The other new bloke - Tristan Holland - who hadn't played since he was 18 (over ten years ago) did really well despite slipping about all over the shop in the rain... 5/0/26/3. He just hit the stumps. Looking at the score sheet though, their scorer has made a bit of a dogs dinner of it and has all the names in the wrong boxes and I'm not really able to make any sense of it, which is a real shame because the bowlers wont be credited with their wickets. But having said that my score sheets not top-notch either.

Anyway I did eventually bring myself on to bowl. Recently I've been thinking that if I get to bowl I might go for a really different field setting and approach. I've generally perceived that batsmen at this level are stronger on their legside and look to slog sweep you for 4's and 6's through the area between deep mid-on and square leg. So I've always advocated an off-stump line.

This year during winter nets I experimented with bowling a leg-stump or outside leg-stump line which I never do. The theory being that if you set a field as the one below...

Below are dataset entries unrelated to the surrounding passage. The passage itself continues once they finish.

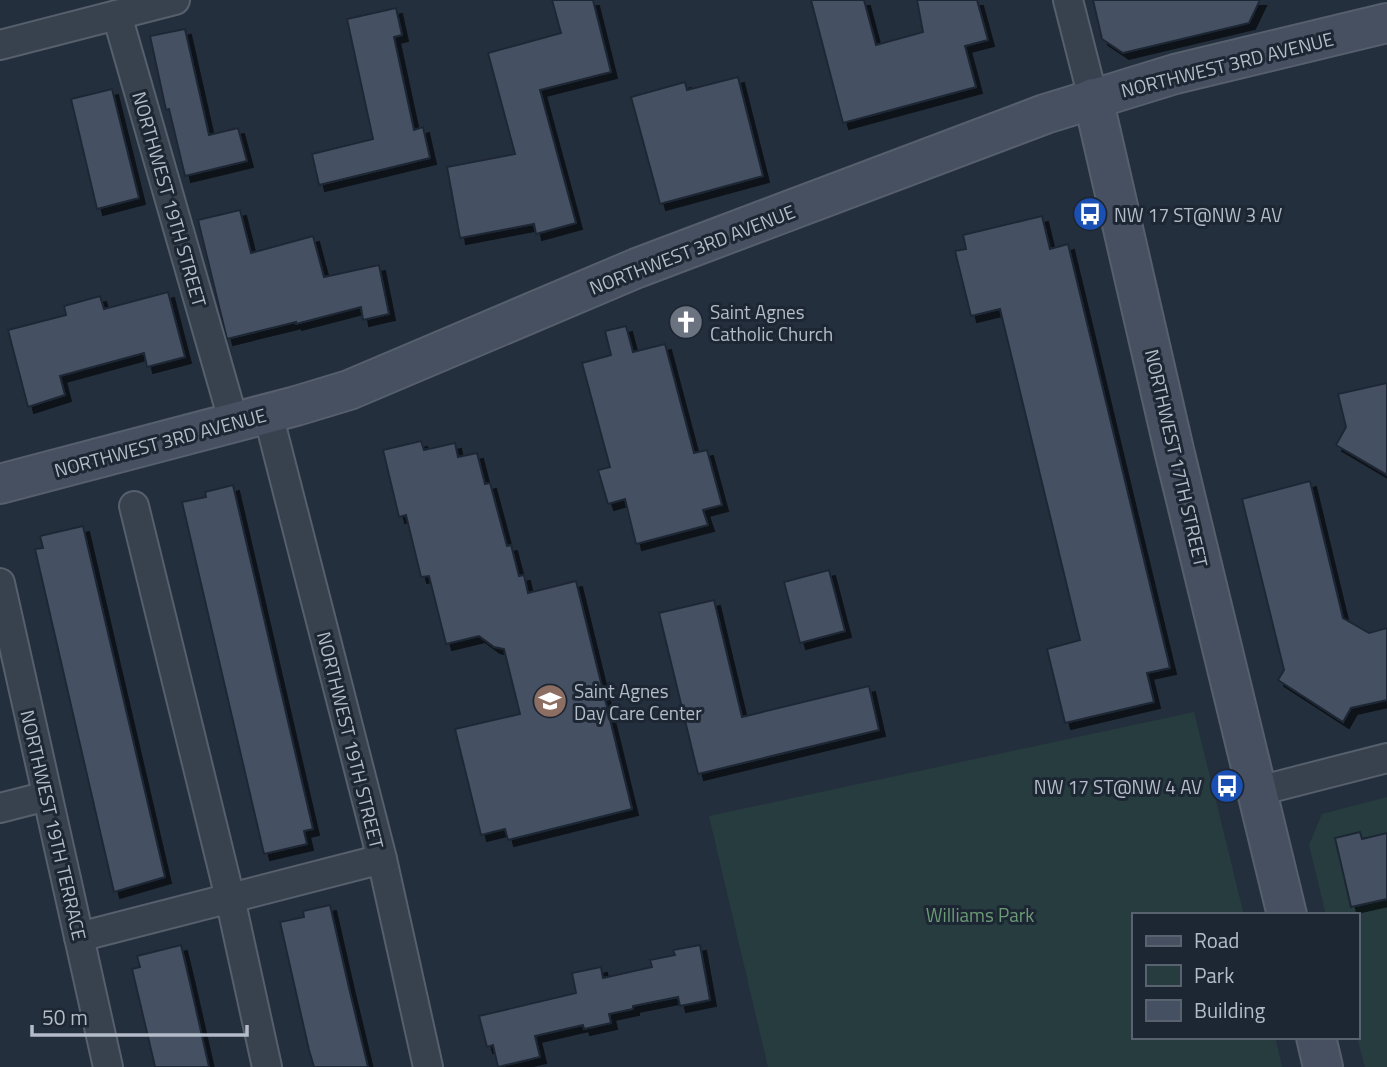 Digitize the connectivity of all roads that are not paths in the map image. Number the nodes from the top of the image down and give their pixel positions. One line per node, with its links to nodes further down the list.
1 (175, 0): 3 (street)
2 (1068, 0): 6 (street, NORTHWEST 17TH STREET)
3 (117, 15): 5 (street); 7 (street, NORTHWEST 19TH STREET)
4 (1387, 23): 6 (street, NORTHWEST 3RD AVENUE)
5 (0, 45)
6 (1093, 98): 7 (street, NORTHWEST 3RD AVENUE); 13 (street, NORTHWEST 17TH STREET)
7 (251, 418): 8 (street, NORTHWEST 3RD AVENUE); 16 (street, NORTHWEST 19TH STREET)
8 (0, 484)
9 (134, 506): 17 (street)
10 (0, 583): 11 (street, NORTHWEST 19TH TERRACE)
11 (6, 640): 14 (street, NORTHWEST 19TH TERRACE)
12 (1387, 758): 13 (street)
13 (1258, 791): 18 (street, NORTHWEST 17TH STREET)
14 (47, 796): 15 (street); 19 (street, NORTHWEST 19TH TERRACE)
15 (0, 808)
16 (382, 859): 17 (street); 23 (street, NORTHWEST 19TH STREET)
17 (230, 898): 19 (street); 22 (street)
18 (1287, 913)
19 (79, 937): 21 (street, NORTHWEST 19TH TERRACE)
20 (1316, 1039): 24 (street)
21 (108, 1067)
22 (267, 1067)
23 (428, 1067)
24 (1323, 1067) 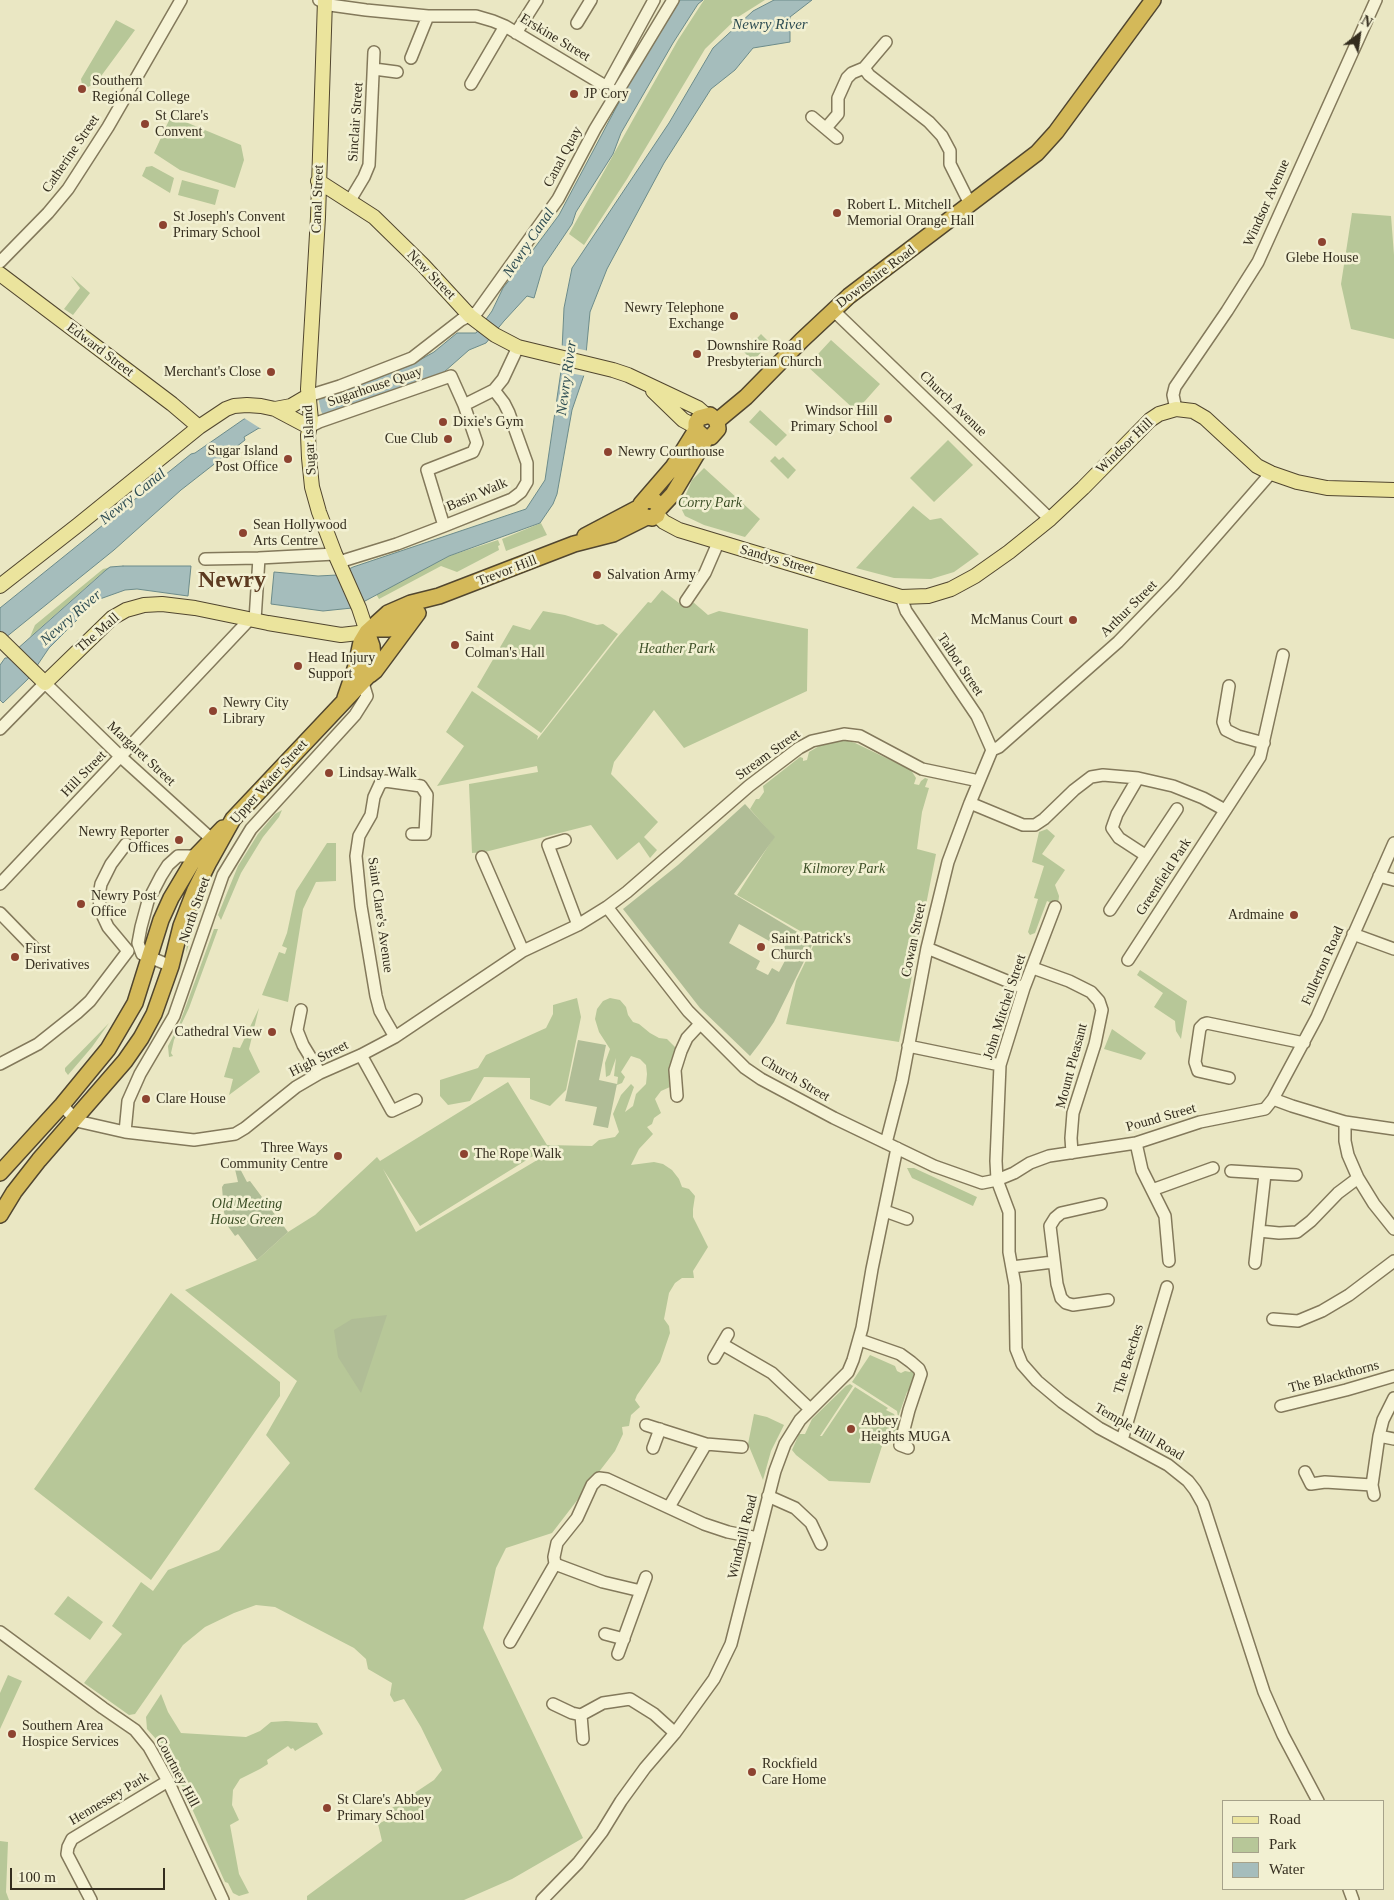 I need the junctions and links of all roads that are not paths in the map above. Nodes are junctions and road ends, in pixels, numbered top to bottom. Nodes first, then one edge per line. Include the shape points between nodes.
1 (181, 0) edge
2 (537, 0) edge
3 (591, 0) edge
4 (654, 0) edge
5 (673, 0) edge
6 (1152, 0) edge
7 (1376, 0) edge
8 (323, 1) edge
9 (428, 16) junction
10 (577, 23) dead end
11 (504, 26) junction
12 (516, 33) junction
13 (886, 42) dead end
14 (374, 52) dead end
15 (411, 58) dead end
16 (374, 68) junction
17 (864, 68) junction
18 (397, 72) dead end
19 (471, 84) dead end
20 (607, 86) junction
21 (617, 93) junction
22 (812, 116) dead end
23 (826, 128) junction
24 (837, 138) dead end
25 (318, 181) junction
26 (348, 202) junction
27 (970, 204) junction
28 (0, 262) edge
29 (0, 274) edge
30 (833, 310) junction
31 (476, 321) junction
32 (518, 347) junction
33 (645, 383) junction
34 (494, 390) junction
35 (306, 398) junction
36 (464, 405) junction
37 (275, 409) junction
38 (1176, 409) junction
39 (711, 418) junction
40 (306, 423) junction
41 (199, 427) junction
42 (700, 431) junction
43 (1271, 473) junction
44 (1394, 490) edge
45 (649, 510) junction
46 (1050, 519) junction
47 (444, 526) junction
48 (718, 543) junction
49 (205, 560) dead end
50 (339, 562) junction
51 (258, 564) junction
52 (0, 586) edge
53 (440, 596) junction
54 (901, 597) junction
55 (686, 601) dead end
56 (418, 613) junction
57 (254, 616) junction
58 (369, 631) junction
59 (5, 644) edge
60 (1283, 655) dead end
61 (40, 678) junction
62 (361, 679) junction
63 (1229, 686) dead end
64 (0, 729) edge
65 (1264, 743) junction
66 (992, 750) junction
67 (121, 757) junction
68 (1138, 778) junction
69 (979, 781) junction
70 (970, 803) junction
71 (1176, 808) dead end
72 (1224, 810) junction
73 (412, 834) dead end
74 (564, 840) dead end
75 (215, 842) junction
76 (1394, 843) edge
77 (126, 844) dead end
78 (1145, 855) junction
79 (482, 857) dead end
80 (1379, 876) junction
81 (1394, 880) edge
82 (0, 884) edge
83 (607, 907) junction
84 (1055, 907) dead end
85 (1110, 910) dead end
86 (0, 913) edge
87 (578, 925) junction
88 (1353, 934) junction
89 (34, 948) dead end
90 (927, 948) junction
91 (1394, 949) edge
92 (128, 951) junction
93 (524, 951) junction
94 (146, 956) junction
95 (1128, 960) dead end
96 (171, 966) junction
97 (1033, 968) junction
98 (1024, 988) junction
99 (301, 1010) dead end
100 (700, 1024) junction
101 (395, 1037) junction
102 (1304, 1043) junction
103 (908, 1046) junction
104 (361, 1055) junction
105 (0, 1064) edge
106 (1000, 1065) junction
107 (320, 1073) junction
108 (1229, 1078) dead end
109 (677, 1096) dead end
110 (1273, 1099) junction
111 (416, 1100) dead end
112 (62, 1105) junction
113 (75, 1119) junction
114 (1345, 1122) junction
115 (1394, 1129) edge
116 (125, 1132) junction
117 (1136, 1143) junction
118 (892, 1145) junction
119 (1072, 1153) junction
120 (1213, 1168) dead end
121 (1231, 1172) dead end
122 (0, 1173) edge
123 (1265, 1174) junction
124 (1296, 1175) dead end
125 (1358, 1178) junction
126 (997, 1180) junction
127 (1152, 1190) junction
128 (1101, 1204) dead end
129 (885, 1211) junction
130 (0, 1215) edge
131 (907, 1219) dead end
132 (1394, 1229) edge
133 (1259, 1231) junction
134 (1169, 1261) dead end
135 (1394, 1261) edge
136 (1054, 1262) junction
137 (1255, 1263) dead end
138 (1012, 1267) junction
139 (1167, 1287) dead end
140 (1108, 1300) dead end
141 (1273, 1320) dead end
142 (860, 1340) junction
143 (714, 1358) dead end
144 (1394, 1376) edge
145 (1394, 1398) edge
146 (1281, 1406) dead end
147 (810, 1409) junction
148 (646, 1425) dead end
149 (660, 1429) junction
150 (1379, 1436) junction
151 (1394, 1439) edge
152 (1122, 1440) junction
153 (706, 1444) junction
154 (742, 1447) dead end
155 (653, 1448) dead end
156 (908, 1448) dead end
157 (1305, 1472) dead end
158 (768, 1496) junction
159 (669, 1507) junction
160 (758, 1538) junction
161 (820, 1544) dead end
162 (555, 1564) junction
163 (646, 1577) dead end
164 (641, 1591) junction
165 (0, 1632) edge
166 (605, 1634) dead end
167 (624, 1639) junction
168 (510, 1642) dead end
169 (618, 1654) dead end
170 (554, 1704) dead end
171 (580, 1715) junction
172 (674, 1734) junction
173 (583, 1739) dead end
174 (168, 1781) junction
175 (1317, 1800) edge
176 (91, 1900) edge
177 (223, 1900) edge
178 (542, 1900) edge

1 - 28 street, Catherine Street via 108,127 68,189
2 - 12 street
3 - 10 street
4 - 20 street
5 - 21 street, Canal Quay
6 - 27 highway, Downshire Road via 1038,153
7 - 38 street, Windsor Avenue via 1258,262 1176,387 1173,395
8 - 9 street, Erskine Street via 366,10
8 - 25 main road, Canal Street
9 - 11 street, Erskine Street via 476,16
9 - 15 street
11 - 12 street, Erskine Street
11 - 19 street
12 - 20 street, Erskine Street
13 - 17 street
14 - 16 street, Sinclair Street
16 - 18 street, Sinclair Street
16 - 26 street, Sinclair Street via 369,165
17 - 23 street via 847,78 838,98 838,114
17 - 27 street via 936,128 950,151 950,164
20 - 21 street, Erskine Street
21 - 31 street, Canal Quay via 580,154 558,199 481,307
22 - 23 street
23 - 24 street
25 - 26 main road, New Street
25 - 35 main road, Canal Street
26 - 31 main road, New Street via 374,217
27 - 30 highway, Downshire Road
29 - 41 main road, Edward Street
30 - 39 highway, Downshire Road via 746,397
30 - 46 street, Church Avenue
31 - 32 main road, New Street
31 - 35 street, Canal Quay via 461,320 412,358
32 - 33 main road, New Street via 613,370
32 - 34 street
33 - 39 main road via 698,408
33 - 42 main road via 683,420
34 - 36 street
34 - 47 street, Basin Walk via 509,413 527,463 528,482 512,499
35 - 37 main road via 291,406
35 - 40 main road, Sugar Island
36 - 40 street, Sugarhouse Quay via 451,376 319,422
36 - 47 street via 476,443 473,452 427,470
37 - 40 main road
37 - 41 main road via 234,406
38 - 43 main road via 1193,411 1205,418 1257,466
38 - 46 main road, Windsor Hill via 1150,420
39 - 42 highway, Downshire Road via 718,426 716,432
40 - 50 main road, Sugar Island via 312,487
41 - 52 main road
42 - 45 highway, Downshire Road via 673,467
43 - 44 main road via 1327,488
43 - 66 street, Arthur Street via 1174,584 1118,642
45 - 48 main road, Sandys Street via 679,530
45 - 53 highway, Trevor Hill via 613,534 574,544
46 - 54 main road, Windsor Hill via 1009,552 951,589 928,596
47 - 50 street, Basin Walk
48 - 54 main road, Sandys Street
48 - 55 street via 705,573
49 - 51 street, Basin Walk
50 - 51 street, Basin Walk
50 - 58 main road, Sugar Island
51 - 57 street
53 - 56 highway, Trevor Hill
53 - 58 highway, Trevor Hill via 388,613
54 - 66 street, Talbot Street via 906,611 977,716
56 - 58 highway, Trevor Hill via 388,628
56 - 62 highway via 375,671
57 - 58 main road, The Mall via 341,635
57 - 61 main road, The Mall via 162,604 126,610
57 - 67 street, Hill Street
58 - 62 highway, Upper Water Street via 361,642 356,666
59 - 61 main road
60 - 65 street, Greenfield Park
61 - 64 street, The Mall
61 - 67 street, Margaret Street
62 - 75 highway, Upper Water Street via 233,818
62 - 116 street, North Street via 367,696 355,715 251,829 223,875 174,1016 128,1101
63 - 65 street via 1223,722 1226,730
65 - 72 street, Greenfield Park via 1260,758
66 - 69 street, Cowan Street
67 - 75 street, Margaret Street
67 - 82 street, Hill Street
68 - 70 street via 1091,777 1035,825 1023,825
68 - 72 street via 1173,786
68 - 78 street, Greenfield Park via 1112,828 1119,838
69 - 70 street, Cowan Street
69 - 83 street, Stream Street via 922,769 860,736 844,734 812,741 749,786
70 - 90 street, Cowan Street via 948,862
71 - 78 street, Greenfield Park
72 - 95 street, Greenfield Park
73 - 101 street, Saint Clare's Avenue via 426,834 428,795 421,786 385,781 374,797 359,836 356,856 376,996 380,1011
74 - 87 street via 548,845
75 - 94 highway via 196,856 171,898
75 - 96 highway, Upper Water Street via 182,926
76 - 80 street, Fullerton Road
77 - 92 street via 110,864 99,895 100,910 108,927
78 - 85 street, Greenfield Park
79 - 93 street
80 - 81 street
80 - 88 street, Fullerton Road
83 - 87 street, High Street
83 - 100 street, Church Street
84 - 97 street, John Mitchel Street
86 - 89 street
87 - 93 street, High Street
88 - 91 street
88 - 102 street, Fullerton Road
90 - 98 street
90 - 103 street, Cowan Street
92 - 94 street
92 - 105 street via 77,1013 38,1044
93 - 101 street, High Street
94 - 96 street
94 - 112 highway via 130,1014 100,1060
96 - 113 highway, Upper Water Street via 154,1014 141,1038 126,1061
97 - 98 street, John Mitchel Street
97 - 119 street, Mount Pleasant via 1091,992 1102,1010 1073,1113
98 - 106 street, John Mitchel Street
99 - 107 street via 297,1030
100 - 109 street via 686,1038 680,1051 675,1070
100 - 118 street, Church Street via 745,1068 761,1079
101 - 104 street, High Street
102 - 108 street via 1204,1024 1200,1028 1195,1062 1198,1071
102 - 110 street, Fullerton Road
103 - 106 street
103 - 118 street, Cowan Street
104 - 107 street, High Street
104 - 111 street via 392,1110
106 - 126 street, John Mitchel Street via 995,1145
107 - 116 street, High Street via 288,1092 235,1134 194,1140
110 - 114 street
110 - 117 street, Pound Street via 1265,1109 1200,1122
112 - 113 street
112 - 122 highway
113 - 116 street, High Street
113 - 130 highway, Upper Water Street via 38,1160
114 - 115 street
114 - 125 street via 1348,1155
117 - 119 street, Pound Street
117 - 127 street via 1142,1170
118 - 126 street, Church Street via 968,1179 982,1183
118 - 129 street, Windmill Road
119 - 126 street, Pound Street via 1049,1156
120 - 127 street
121 - 123 street
123 - 124 street
123 - 133 street
125 - 132 street
125 - 133 street via 1297,1232
126 - 138 street, Temple Hill Road via 1009,1212
127 - 134 street via 1165,1216
128 - 136 street via 1055,1218 1050,1226
129 - 131 street
129 - 142 street, Windmill Road
133 - 137 street
135 - 141 street via 1322,1311 1298,1320
136 - 138 street
136 - 140 street via 1061,1298 1066,1303
138 - 152 street, Temple Hill Road via 1016,1349 1022,1364 1062,1402
139 - 152 street, The Beeches
142 - 147 street, Windmill Road via 848,1372
142 - 156 street via 900,1354 922,1374 900,1445
143 - 147 street via 725,1339 772,1373
144 - 146 street, The Blackthorns
145 - 150 street
147 - 158 street, Windmill Road via 784,1444
148 - 149 street
149 - 153 street
149 - 155 street
150 - 151 street
150 - 157 street via 1373,1490 1325,1482 1311,1484
152 - 175 street, Temple Hill Road via 1176,1470 1199,1497 1264,1692
153 - 154 street
153 - 159 street
158 - 160 street, Windmill Road
158 - 161 street via 795,1508 811,1523
159 - 160 street via 704,1524
159 - 162 street via 599,1478 592,1485 577,1518 557,1543
160 - 172 street, Windmill Road via 731,1644 714,1679
162 - 164 street
162 - 168 street
163 - 164 street
164 - 167 street
165 - 174 street, Courtney Hill via 135,1730
166 - 167 street
167 - 169 street
170 - 171 street
171 - 172 street via 603,1703 630,1699 654,1714
171 - 173 street
172 - 178 street, Windmill Road via 645,1768 578,1863
174 - 176 street, Hennessey Park via 72,1838 67,1854
174 - 177 street, Courtney Hill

You're saying if you want the boundary you've either got to go aggressive and hit the ball for a six or through the field. Someone might say, they're just going tip and run and rotate the strike and you'll be going for 6 an over. But, the ball is turning into the stumps and if they get it wrong they're going to be bowled or possibly stumped. Another argument for this line is there's a blind spot in your eyes in the area where the ball nears the point where it bounces which works in your favour to a small extent. 

Warne used to say - "Tell me how you're going to take a wicket". In this case I feel that there's a number of ways... (1) Big sweep shot caught in the deep with the packed leg-side field. (2) Big sweep shot top-edged caught by 3, 11, 8 or 10. (3) Stumped (4) Bowled round the legs. (5) Bowled or LBW from my variation - faster flipper on the stumps. 

It works though, I bowled this line in the winter nets and caused all sorts of problems, bowled a few through the gate or round the legs, but the one that caught them out - especially better batsmen was the flipper. 

In this game being the captain, I started my spell with this field in mind, but had the problem of being a man short. I thought I'd start the spell and set a standard field (a) To see what the batters would do and (b) To see how well I was bowling and to see if I could get the ball turning off the wicket. I bowled 4 overs and I don't think it turned once significantly. I bowled an outside leg-stump line and only got called for a wide once. The image below is an approximation of where I was hit during the 4 overs. 

Looking at it, the positions I would have had the fielders in - again, approximated by the red dots looks as though it may have been effective. But given the fact that I didn't have 11 players I had the backward square leg player at backward point and the bloke at cow corner was in deep cover point and I went with that as it seemed quite effective and I went for 4/0/19/2 and would have gone for less if it wasn't for how unfit and unable to run some of the blokes in my team are - the ones between 20 and 30 years old!

I gave the kids a bowl Barath and JJ Bone and they were okay, Barath slightly better but he was sliding around all over the place with no spikes so I brought him off. I brought his Dad on who bowls really loopy and slow, but accurate left-arm orthodox. He also got two wickets.





Not that I've ever had the opportunity to put it into practice fully, but I'm also an advocate of short spells and after three overs from Sri where he'd gone for 19 I said to him, you have another over - if you get a wicket you stay on and sure enough it worked and he ended up with 5/0/28/2 which was happy about. Then he was instrumental in their last man getting out by orchestrating a run-out off his bowling. They finished with 153 a few runs short of their 35 overs.